卵(鶏卵)2個以上食べてよいといっても、20個も30個も食べる人はいないでしょう。
これは常識的な判断です。
このシリ-ズでは、何度もコレステロ-ルの重要性を書き、またコレステロ-ルは高めが良いと書いてきました。
やっとこのことが裏づけされたような気がします。
高齢者ではむしろ高めのほうが安全です。
日本人間ドック学会では高齢者の総コレステロ-ルは「280」までOKとしているくらいです。
現在の「225」では低すぎるのです。
総死亡率や発ガンリスクで一番低いのは「240~260」です。
コレステロ-ルはホルモン原料になるので、あまり低すぎると少なくなると
ホルモン量が低下し免疫力が弱まるせいといわれています。
最近女子マラソンの選手に骨折が多いとの報道がありました。
これはトレ-ニングでコレステロ-ルが低下し、ホルモン低下、閉経、骨粗しょう症になったと思われます。
また若い女性で美を追求するあまり劇やせするとやはりコレステロールが低下し妊娠に不利になりますし、
栄養不足で育った胎児は反動で栄養を摂取する機能が発達し、将来成人病になる可能性も指摘されています。

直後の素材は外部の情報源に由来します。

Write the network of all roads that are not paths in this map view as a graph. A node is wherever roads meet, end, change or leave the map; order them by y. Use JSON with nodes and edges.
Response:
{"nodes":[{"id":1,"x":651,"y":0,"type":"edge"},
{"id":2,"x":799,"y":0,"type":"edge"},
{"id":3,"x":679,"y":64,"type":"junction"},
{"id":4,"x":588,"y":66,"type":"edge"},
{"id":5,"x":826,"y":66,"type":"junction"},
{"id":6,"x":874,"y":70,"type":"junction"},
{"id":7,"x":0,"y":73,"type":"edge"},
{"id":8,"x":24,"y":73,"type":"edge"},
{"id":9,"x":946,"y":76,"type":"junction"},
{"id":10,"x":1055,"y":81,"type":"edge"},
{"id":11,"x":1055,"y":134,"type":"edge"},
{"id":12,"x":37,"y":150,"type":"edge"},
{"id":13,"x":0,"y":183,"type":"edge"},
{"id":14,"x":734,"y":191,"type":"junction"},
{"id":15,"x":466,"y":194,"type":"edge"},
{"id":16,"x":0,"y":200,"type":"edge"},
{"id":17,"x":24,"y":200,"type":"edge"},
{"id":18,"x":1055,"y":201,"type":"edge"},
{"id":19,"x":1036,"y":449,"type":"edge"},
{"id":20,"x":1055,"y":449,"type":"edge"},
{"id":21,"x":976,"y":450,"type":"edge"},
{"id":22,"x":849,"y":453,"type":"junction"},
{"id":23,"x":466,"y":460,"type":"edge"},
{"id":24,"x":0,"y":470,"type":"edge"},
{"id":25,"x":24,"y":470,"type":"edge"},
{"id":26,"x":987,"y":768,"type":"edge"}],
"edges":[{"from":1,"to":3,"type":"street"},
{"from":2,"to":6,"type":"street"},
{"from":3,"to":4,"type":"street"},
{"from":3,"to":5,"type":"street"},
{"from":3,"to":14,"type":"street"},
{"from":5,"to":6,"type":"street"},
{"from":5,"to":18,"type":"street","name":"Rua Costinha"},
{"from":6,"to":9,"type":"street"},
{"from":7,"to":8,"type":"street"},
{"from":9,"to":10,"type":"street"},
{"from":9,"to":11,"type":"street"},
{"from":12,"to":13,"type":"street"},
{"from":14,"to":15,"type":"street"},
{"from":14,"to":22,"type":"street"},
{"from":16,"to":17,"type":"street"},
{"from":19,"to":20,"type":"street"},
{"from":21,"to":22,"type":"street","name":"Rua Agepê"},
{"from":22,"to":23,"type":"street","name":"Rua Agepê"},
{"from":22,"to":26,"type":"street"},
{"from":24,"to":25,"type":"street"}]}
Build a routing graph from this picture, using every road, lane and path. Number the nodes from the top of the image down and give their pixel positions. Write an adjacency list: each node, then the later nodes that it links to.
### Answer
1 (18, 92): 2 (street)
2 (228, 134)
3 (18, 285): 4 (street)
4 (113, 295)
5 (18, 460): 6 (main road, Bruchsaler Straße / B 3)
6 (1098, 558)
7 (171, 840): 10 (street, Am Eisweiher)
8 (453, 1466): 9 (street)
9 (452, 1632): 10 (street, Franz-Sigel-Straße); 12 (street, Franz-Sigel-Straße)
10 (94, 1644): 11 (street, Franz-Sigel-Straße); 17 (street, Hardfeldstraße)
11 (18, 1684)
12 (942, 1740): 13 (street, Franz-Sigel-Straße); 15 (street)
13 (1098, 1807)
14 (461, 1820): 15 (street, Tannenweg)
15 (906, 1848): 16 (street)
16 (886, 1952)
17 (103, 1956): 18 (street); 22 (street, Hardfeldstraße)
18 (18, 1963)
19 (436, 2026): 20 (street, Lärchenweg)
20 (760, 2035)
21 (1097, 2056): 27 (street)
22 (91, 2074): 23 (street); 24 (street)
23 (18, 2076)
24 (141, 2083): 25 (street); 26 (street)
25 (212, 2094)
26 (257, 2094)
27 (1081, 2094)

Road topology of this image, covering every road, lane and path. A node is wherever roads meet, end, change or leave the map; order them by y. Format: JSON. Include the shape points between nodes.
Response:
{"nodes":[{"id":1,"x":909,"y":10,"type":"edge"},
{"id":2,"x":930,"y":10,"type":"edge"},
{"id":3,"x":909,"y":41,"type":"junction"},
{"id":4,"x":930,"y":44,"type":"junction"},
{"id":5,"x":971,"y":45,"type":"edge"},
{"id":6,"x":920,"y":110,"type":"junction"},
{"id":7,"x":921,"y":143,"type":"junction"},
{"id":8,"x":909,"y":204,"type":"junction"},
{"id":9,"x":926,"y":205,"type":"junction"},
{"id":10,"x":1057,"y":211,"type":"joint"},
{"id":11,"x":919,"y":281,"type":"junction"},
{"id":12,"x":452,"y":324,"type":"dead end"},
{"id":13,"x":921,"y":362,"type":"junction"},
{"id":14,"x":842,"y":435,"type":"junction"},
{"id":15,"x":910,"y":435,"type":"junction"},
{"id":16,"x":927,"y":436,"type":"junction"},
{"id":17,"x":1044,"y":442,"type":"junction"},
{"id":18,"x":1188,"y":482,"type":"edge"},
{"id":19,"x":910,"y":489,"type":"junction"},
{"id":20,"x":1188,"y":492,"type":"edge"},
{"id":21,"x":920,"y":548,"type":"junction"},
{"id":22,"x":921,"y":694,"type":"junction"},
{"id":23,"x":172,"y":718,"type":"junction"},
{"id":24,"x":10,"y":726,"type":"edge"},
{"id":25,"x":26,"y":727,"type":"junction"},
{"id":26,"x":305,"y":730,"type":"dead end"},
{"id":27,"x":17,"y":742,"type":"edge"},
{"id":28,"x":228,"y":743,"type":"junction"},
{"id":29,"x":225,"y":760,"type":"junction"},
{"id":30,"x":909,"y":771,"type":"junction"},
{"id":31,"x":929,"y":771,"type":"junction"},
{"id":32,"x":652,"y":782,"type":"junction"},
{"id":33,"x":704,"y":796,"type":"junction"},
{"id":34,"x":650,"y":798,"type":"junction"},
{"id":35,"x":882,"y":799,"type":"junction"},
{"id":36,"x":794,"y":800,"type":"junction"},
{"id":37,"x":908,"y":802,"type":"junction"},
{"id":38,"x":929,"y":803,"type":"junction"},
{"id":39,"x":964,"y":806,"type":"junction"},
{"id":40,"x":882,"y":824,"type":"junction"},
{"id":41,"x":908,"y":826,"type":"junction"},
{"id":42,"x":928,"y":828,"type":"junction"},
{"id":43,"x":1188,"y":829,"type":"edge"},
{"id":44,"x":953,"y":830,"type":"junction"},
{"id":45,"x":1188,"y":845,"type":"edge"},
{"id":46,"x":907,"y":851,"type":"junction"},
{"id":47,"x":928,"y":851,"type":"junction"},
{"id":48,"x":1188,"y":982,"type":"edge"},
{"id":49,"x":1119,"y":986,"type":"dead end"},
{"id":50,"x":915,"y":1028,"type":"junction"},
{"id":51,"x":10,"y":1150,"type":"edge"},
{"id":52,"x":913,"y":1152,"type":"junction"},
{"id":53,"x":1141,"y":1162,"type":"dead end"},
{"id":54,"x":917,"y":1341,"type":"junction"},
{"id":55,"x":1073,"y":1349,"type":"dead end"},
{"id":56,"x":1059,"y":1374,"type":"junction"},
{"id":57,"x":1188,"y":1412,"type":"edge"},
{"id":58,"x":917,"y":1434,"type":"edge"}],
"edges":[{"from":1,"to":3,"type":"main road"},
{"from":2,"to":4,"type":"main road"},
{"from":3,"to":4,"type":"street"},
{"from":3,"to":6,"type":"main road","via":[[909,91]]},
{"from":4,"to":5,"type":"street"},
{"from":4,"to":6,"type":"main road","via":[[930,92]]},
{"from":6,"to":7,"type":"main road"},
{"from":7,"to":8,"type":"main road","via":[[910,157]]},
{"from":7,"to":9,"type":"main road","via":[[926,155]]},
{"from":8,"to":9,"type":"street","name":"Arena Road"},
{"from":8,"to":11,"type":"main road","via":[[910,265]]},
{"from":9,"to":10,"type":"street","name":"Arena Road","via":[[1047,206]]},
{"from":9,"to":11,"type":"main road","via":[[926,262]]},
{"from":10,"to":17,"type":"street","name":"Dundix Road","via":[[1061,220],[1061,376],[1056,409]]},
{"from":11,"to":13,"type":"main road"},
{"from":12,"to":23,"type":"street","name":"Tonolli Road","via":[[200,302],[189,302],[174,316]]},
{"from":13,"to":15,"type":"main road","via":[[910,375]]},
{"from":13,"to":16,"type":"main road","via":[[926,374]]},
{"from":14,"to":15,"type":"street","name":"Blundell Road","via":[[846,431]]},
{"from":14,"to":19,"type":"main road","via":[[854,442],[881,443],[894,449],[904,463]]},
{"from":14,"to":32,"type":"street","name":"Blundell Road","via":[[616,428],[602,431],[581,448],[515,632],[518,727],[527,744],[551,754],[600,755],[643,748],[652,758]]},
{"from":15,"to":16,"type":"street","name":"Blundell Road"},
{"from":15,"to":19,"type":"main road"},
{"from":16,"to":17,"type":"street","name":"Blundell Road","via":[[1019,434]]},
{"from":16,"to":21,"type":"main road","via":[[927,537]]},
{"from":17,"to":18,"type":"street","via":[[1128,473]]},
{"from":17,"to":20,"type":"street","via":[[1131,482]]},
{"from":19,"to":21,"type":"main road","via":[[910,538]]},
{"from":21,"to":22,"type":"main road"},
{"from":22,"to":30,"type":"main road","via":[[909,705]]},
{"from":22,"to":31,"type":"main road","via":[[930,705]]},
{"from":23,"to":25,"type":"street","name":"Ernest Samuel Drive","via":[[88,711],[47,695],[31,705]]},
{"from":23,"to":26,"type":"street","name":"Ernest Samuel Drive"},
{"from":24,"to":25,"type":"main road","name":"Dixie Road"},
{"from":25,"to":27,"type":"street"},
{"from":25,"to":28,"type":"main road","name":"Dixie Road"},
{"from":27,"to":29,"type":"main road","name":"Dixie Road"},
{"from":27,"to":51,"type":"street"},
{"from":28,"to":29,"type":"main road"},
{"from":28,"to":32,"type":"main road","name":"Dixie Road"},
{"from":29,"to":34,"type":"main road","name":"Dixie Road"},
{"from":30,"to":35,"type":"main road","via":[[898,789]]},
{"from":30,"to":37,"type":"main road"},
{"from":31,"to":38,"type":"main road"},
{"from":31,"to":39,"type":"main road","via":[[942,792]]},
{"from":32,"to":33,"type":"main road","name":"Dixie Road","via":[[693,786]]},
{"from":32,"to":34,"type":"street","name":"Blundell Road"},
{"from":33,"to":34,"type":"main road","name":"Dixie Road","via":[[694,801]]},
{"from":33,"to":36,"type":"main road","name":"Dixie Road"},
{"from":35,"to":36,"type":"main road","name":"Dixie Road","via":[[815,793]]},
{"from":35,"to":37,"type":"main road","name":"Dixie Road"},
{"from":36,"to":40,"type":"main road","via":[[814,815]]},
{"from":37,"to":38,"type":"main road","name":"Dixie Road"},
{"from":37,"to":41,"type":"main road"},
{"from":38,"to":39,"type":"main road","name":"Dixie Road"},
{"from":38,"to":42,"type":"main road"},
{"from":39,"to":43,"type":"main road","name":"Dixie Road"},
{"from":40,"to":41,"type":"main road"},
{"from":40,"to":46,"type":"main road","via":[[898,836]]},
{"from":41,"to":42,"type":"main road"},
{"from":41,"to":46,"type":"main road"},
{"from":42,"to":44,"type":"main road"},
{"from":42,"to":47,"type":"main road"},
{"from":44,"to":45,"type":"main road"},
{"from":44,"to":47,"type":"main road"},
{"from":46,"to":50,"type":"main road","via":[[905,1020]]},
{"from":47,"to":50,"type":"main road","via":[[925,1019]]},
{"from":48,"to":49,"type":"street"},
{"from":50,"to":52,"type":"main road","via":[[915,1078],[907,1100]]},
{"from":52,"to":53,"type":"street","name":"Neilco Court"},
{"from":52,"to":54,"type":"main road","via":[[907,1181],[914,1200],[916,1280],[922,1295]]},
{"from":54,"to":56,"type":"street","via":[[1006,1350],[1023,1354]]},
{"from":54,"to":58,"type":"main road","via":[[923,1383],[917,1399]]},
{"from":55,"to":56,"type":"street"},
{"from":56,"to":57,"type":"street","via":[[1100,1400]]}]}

これから問題になる認知症の多発にもコレステロ-ルは関係します。
認知症については次の機会に書きますが、
認知症の分類で日本人の場合一番多いのが脳血管に由来する認知症です。
脳神経や血管にコレステロ-ルの低下が影響を与えているのかもしれませんし、
日本で行われた大規模調査(1995年の福岡・久山町調査)では
高いコレステロ-ルが認知症の危険度が低くなる傾向が現れていますし、
低コレステロ-ルで育った子供が将来認知症になる率が高くなる調査もあります。
現に認知症の高齢者に低コレステロ-ルが多くなっている傾向があります。
厚生労働省が高齢者の栄養不足を懸念するのはこのあたりかもしれません。
やはり数値にこだわってあまり無理な治療をするよりも、十分な栄養と適度な運動が必要なことと思われます。